Kayak polo: Bellingham’s long-running, lesser-known water sport
April 26, 2023 at 5:55 a.m.
On any given Wednesday night at Marine Park, you can likely find a few things: people playing fetch with their dogs, couples watching the sunset or cyclists taking a pit stop.
Look out at the water, and you’ll see one more thing, too — kayak polo.
Every Wednesday night, around 6 p.m., a gaggle of players donning wetsuits and helmets show up on the beach with a trailer full of gear. The number of players who attend directly correlates to the weather that day, said founder Gary Southstone, 67, but the group plays year-round.
Some players even prefer to play in wind, rain and choppy waters.
“We like it rough,” Southstone said.
On a Wednesday in mid-April, though, the sun was shining and players were out in full force.
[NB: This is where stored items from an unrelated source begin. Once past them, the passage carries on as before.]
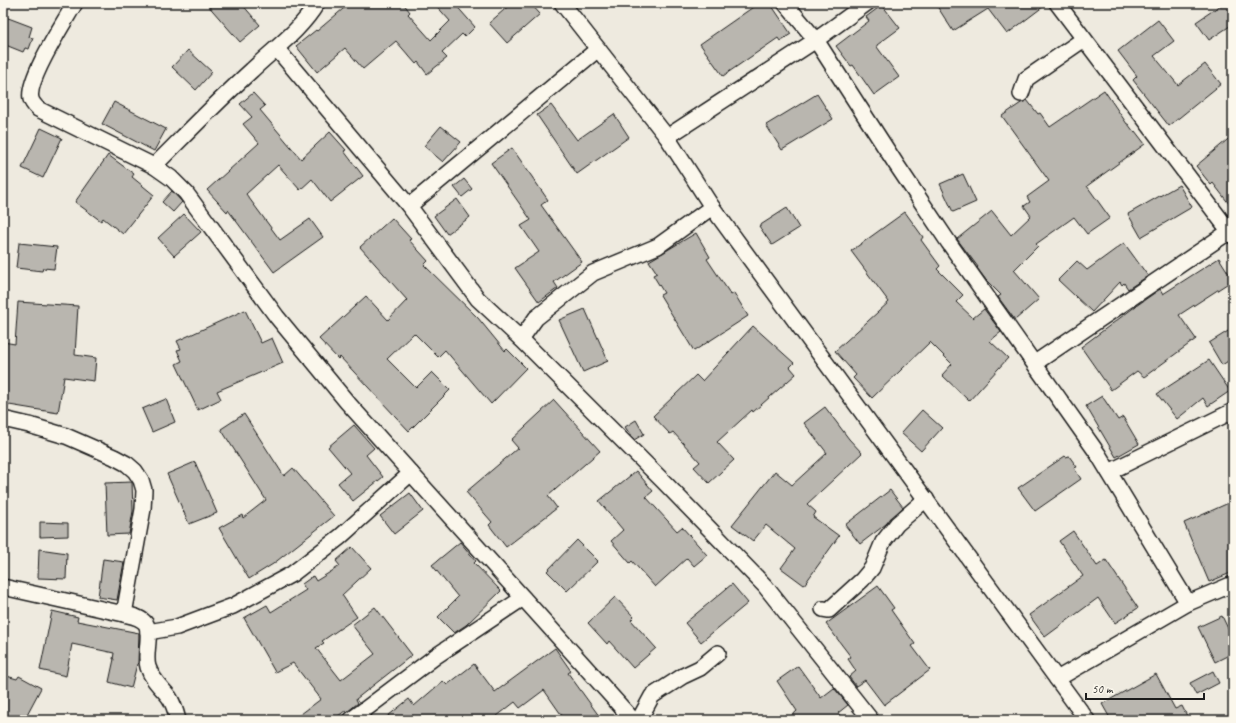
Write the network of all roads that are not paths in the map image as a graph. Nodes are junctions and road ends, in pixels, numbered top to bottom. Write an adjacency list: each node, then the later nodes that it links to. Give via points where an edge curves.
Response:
1 (75, 3): 13 (street, via 39,68 31,90 31,99 38,109)
2 (317, 3): 9 (street, via 312,12)
3 (562, 3): 10 (street)
4 (785, 3): 8 (street)
5 (867, 3): 8 (street)
6 (1057, 3): 7 (street)
7 (1084, 39): 11 (street, via 1026,79); 16 (street)
8 (816, 40): 12 (street); 18 (street, via 944,236)
9 (277, 49): 13 (street, via 253,69); 14 (street)
10 (598, 49): 12 (street); 14 (street)
11 (1021, 94)
12 (667, 137): 15 (street)
13 (154, 166): 22 (street, via 186,193 277,317 347,402)
14 (409, 206): 17 (street, via 478,299)
15 (712, 207): 17 (street, via 658,246 593,273 536,318); 23 (street)
16 (1232, 233): 18 (street)
17 (521, 339): 37 (street, via 765,586)
18 (1035, 363): 21 (street)
19 (1233, 411): 21 (street)
20 (3, 419): 29 (street, via 66,436 114,457 127,464 141,480 144,490 143,509)
21 (1109, 472): 27 (street)
22 (411, 473): 26 (street); 30 (street, via 340,537 292,574 233,606 177,627)
23 (926, 499): 28 (street, via 897,524 883,542 872,568 862,580 829,610); 32 (street)
24 (1233, 584): 27 (street)
25 (3, 587): 29 (street)
26 (523, 598): 34 (street, via 436,656); 35 (street)
27 (1188, 603): 32 (street)
28 (823, 609)
29 (124, 614): 30 (street, via 142,620)
30 (148, 632): 33 (street, via 148,668 156,684 169,698)
31 (718, 653): 36 (street, via 700,668 652,696)
32 (1057, 678): 38 (street)
33 (178, 720)
34 (351, 720)
35 (633, 720)
36 (638, 720)
37 (871, 720)
38 (1087, 720)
The teams of five paddled back and forth between the floating goalposts, splashing and tossing a ball to each other. The objective of the game is to shoot the ball into the opposing team’s 5-foot tall, floating basketball-hoop-like structure.
But the game is less about winning, and more about getting a good workout, Southstone said.
Southstone first started playing kayak polo in 1996 in Seattle; back then, it was a far more aggressive, injury-prone and alcohol-fueled activity compared to Marine Park’s iteration.
Southstone decided to bring a toned-down version of the game to Bellingham in 1998, and it’s been going ever since — May marks its 25th anniversary.
It’s an informal, pick-up game, with a core group of players that have participated since its inception. New players are welcomed, too, even if they don’t have paddling experience — but the learning curve won’t be as steep if you do. Southstone rents a storage unit to store backup equipment for newbies to borrow if they don’t have their own.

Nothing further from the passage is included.